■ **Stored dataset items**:

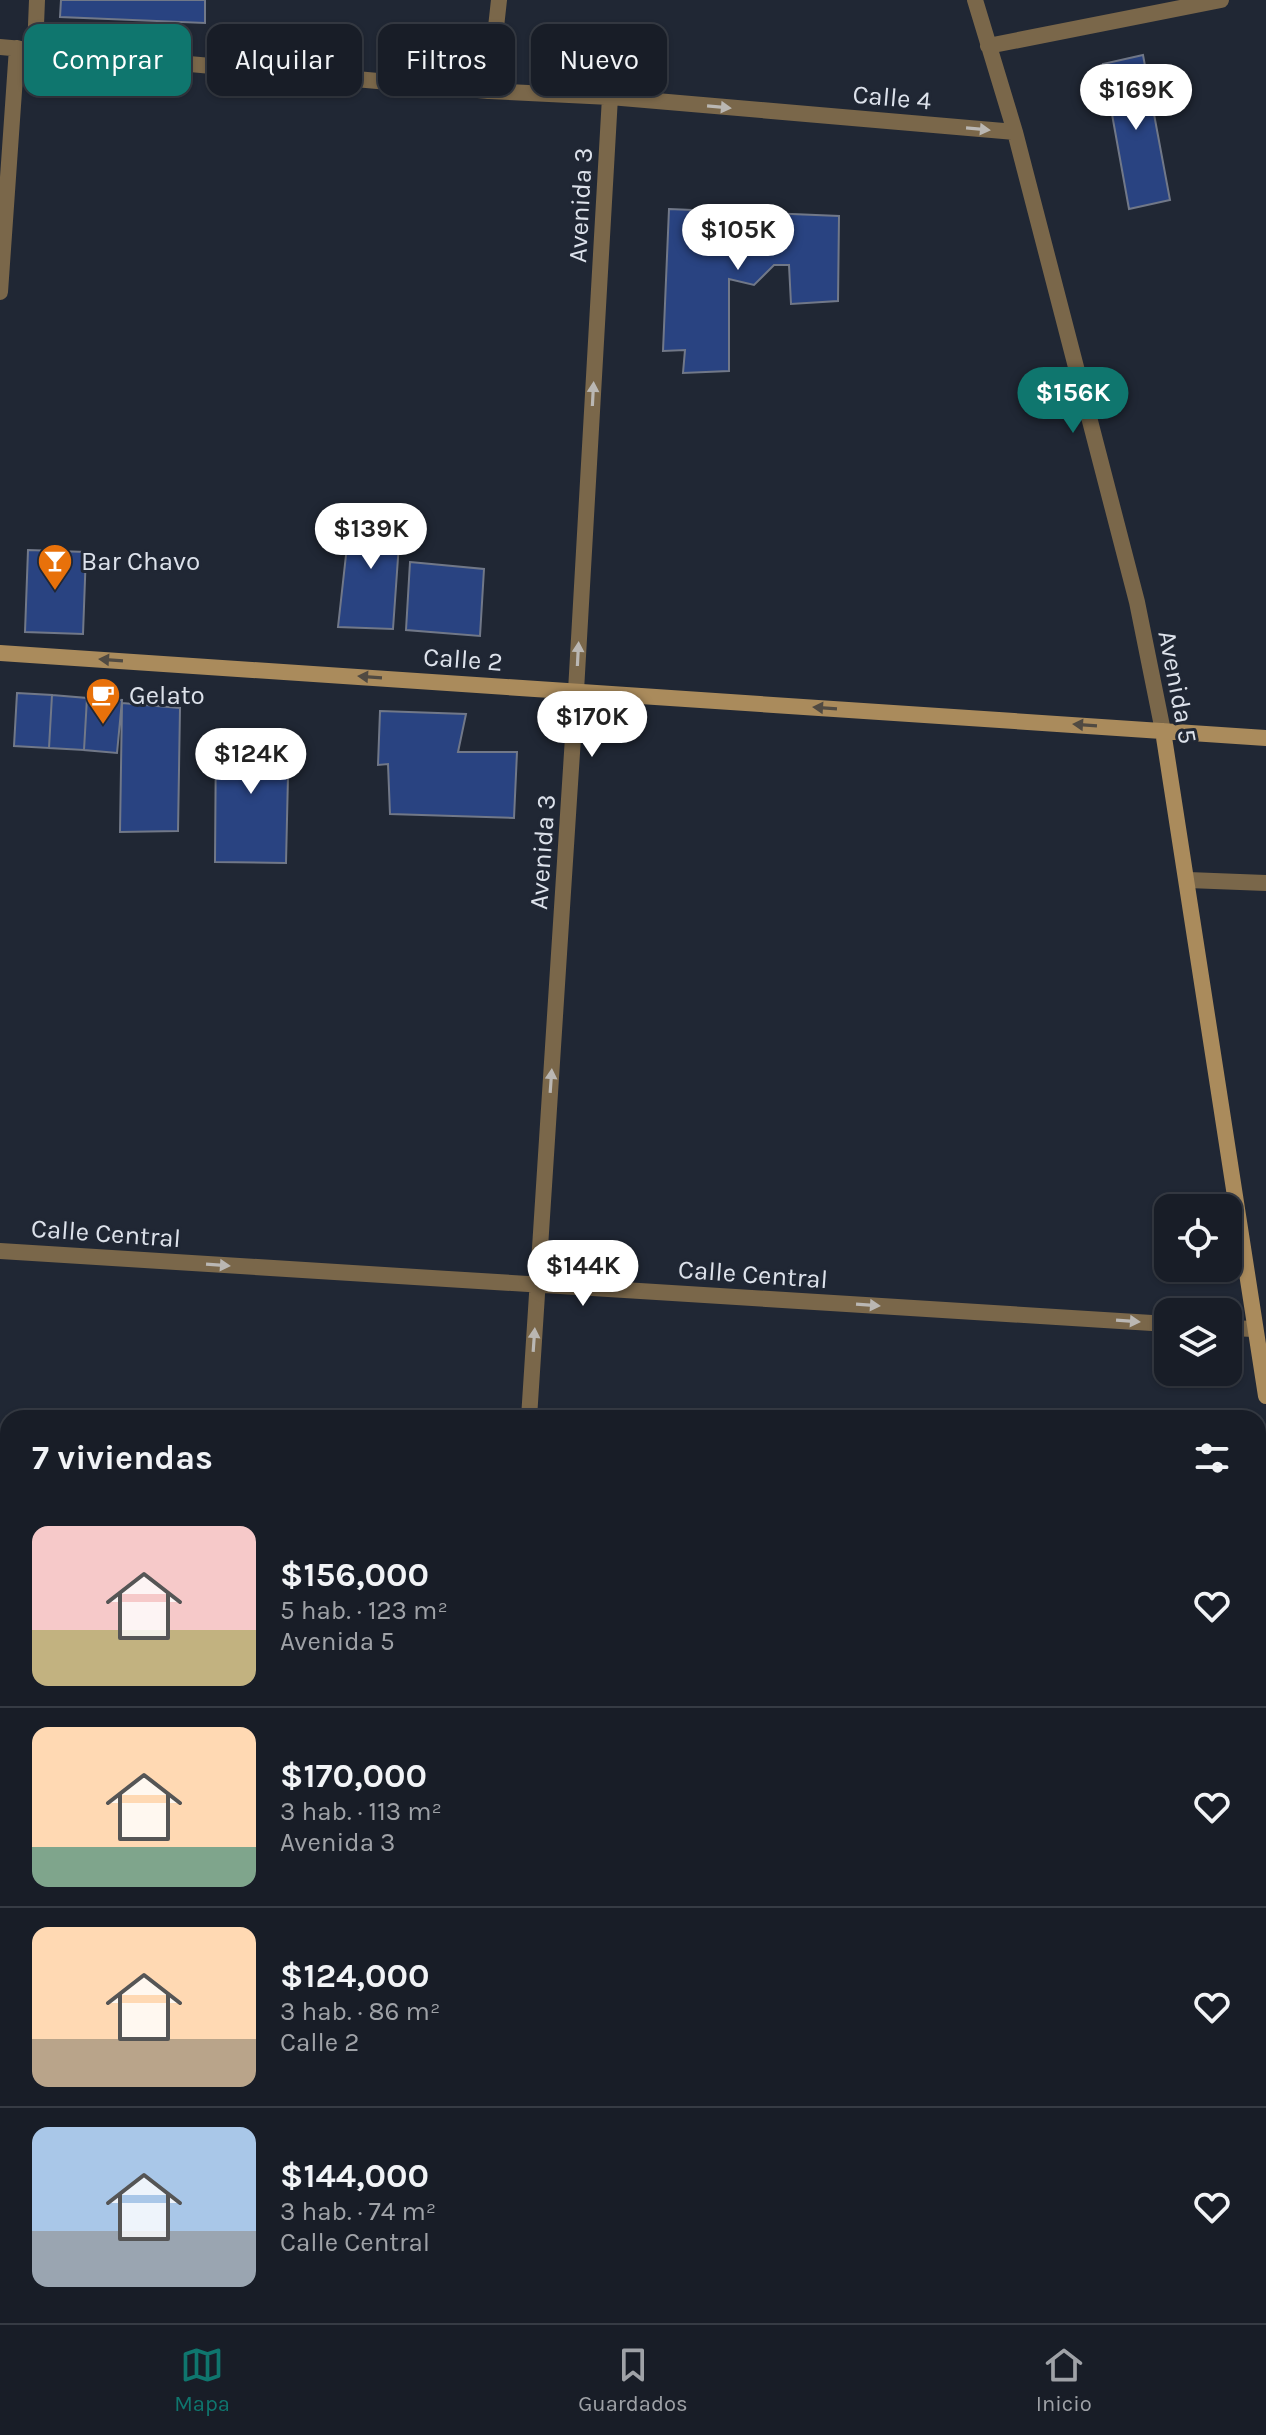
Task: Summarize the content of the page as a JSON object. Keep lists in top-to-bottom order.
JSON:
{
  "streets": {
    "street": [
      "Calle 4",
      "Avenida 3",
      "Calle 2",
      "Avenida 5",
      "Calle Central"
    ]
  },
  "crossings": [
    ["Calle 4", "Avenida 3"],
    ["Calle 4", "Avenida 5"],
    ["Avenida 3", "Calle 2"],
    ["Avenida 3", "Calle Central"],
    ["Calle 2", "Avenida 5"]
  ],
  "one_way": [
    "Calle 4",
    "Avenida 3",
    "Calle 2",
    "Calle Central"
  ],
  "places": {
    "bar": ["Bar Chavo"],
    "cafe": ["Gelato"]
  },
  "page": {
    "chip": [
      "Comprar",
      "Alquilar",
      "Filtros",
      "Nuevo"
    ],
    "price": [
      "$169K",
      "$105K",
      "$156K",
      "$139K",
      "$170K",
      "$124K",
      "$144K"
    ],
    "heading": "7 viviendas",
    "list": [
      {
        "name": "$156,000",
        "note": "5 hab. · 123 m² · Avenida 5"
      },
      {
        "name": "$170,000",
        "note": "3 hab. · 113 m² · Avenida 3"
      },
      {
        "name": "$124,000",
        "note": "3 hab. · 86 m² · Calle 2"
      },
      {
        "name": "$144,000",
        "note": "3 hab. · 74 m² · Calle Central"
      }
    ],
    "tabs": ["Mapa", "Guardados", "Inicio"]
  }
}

■ **What this task involves**: Within the data above, determine the number of lines that contain the word "name"; write only that number.

■ **Answer space**: 4